Objective: To determine whether rehabilitation clinicians representing different therapeutic disciplines would choose to recover from profound disability differently.
Design: Applying recovery preference exploration as a data-collection tool, clinicians imagined recovery from complete disability in each of the 18 activities assessed on the FIM instrument. We hypothesized that recovery-choice pathways would vary among the disciplines because of differences in training and practice focus. We compared each clinician's preference for imagined recovery of the ability to perform each FIM activity relative to the other 17. Item-level preferences were explored by discipline. The mean absolute difference (MAD) in the medians of the 18 FIM recovery preference values between each of the disciplines was used to quantify overall differences.
Setting: Inpatient rehabilitation unit within a larger tertiary care urban hospital of an academic medical center.
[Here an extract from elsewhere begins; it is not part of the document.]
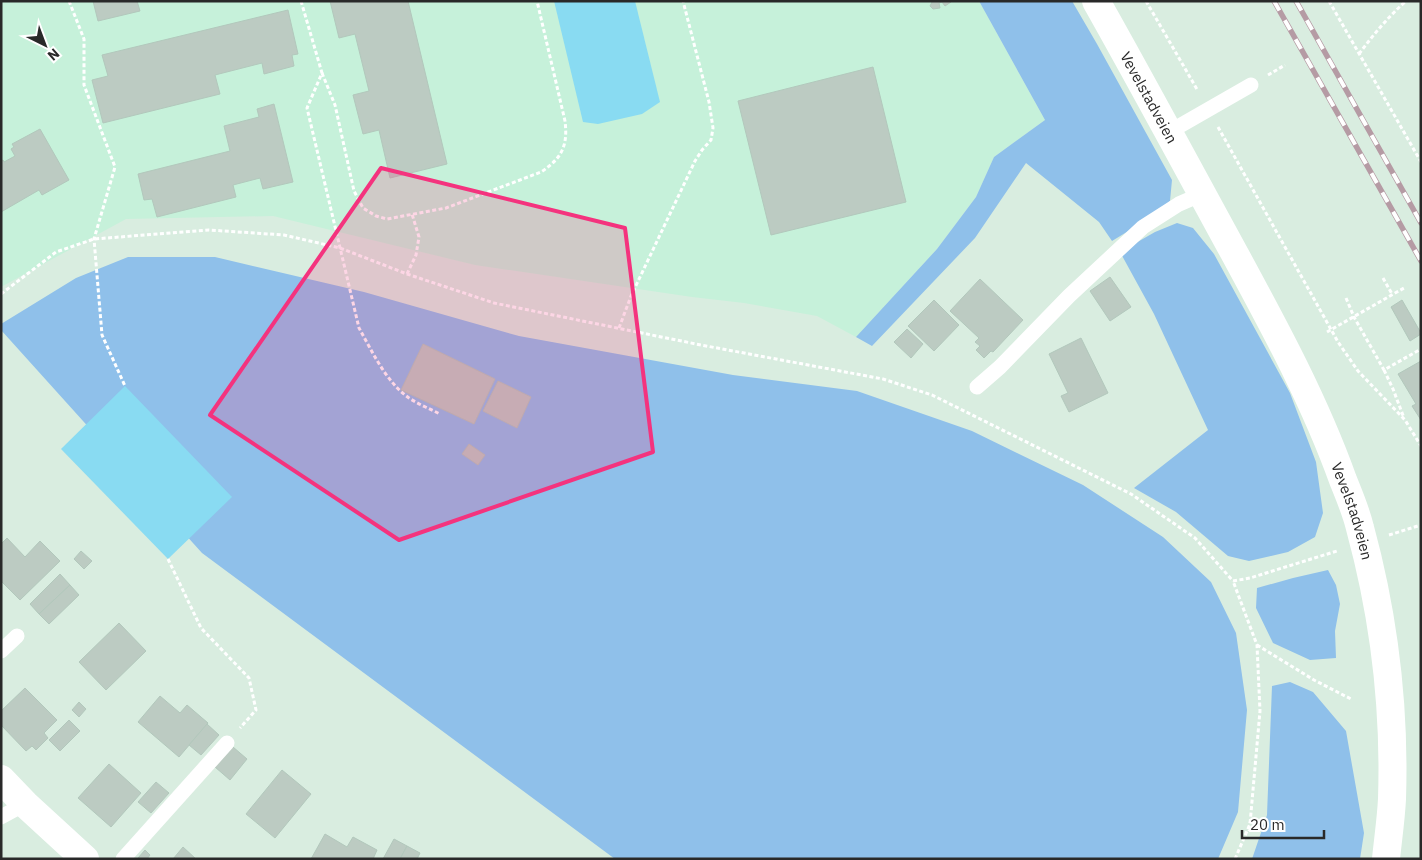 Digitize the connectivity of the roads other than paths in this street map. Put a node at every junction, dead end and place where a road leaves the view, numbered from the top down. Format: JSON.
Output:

Participants: Ninety-three clinicians actively providing care to patients in an inpatient rehabilitation setting classified into 5 groups anticipated to have similar types of practices: physicians and medical students (physician group), nurses, occupational and recreational therapists (occupational therapy [OT] group), physical therapists (physical therapy [PT] group), and neuropsychologists and social workers (psychology group).
Interventions: Not applicable.
Main outcome measures: Relative recovery preferences in 18 FIM activities.
Results: The MAD value between the 2 groups with the least similar recovery values (physician and psychology groups) was 1.78 times larger than the MAD value between the 2 groups with the most similar recovery values (PT and OT groups).
Conclusions: There were subtle differences in recovery choice pathways that may logically relate to differences in the cognitive processes used in clinical decision making among the therapeutic discipline groups.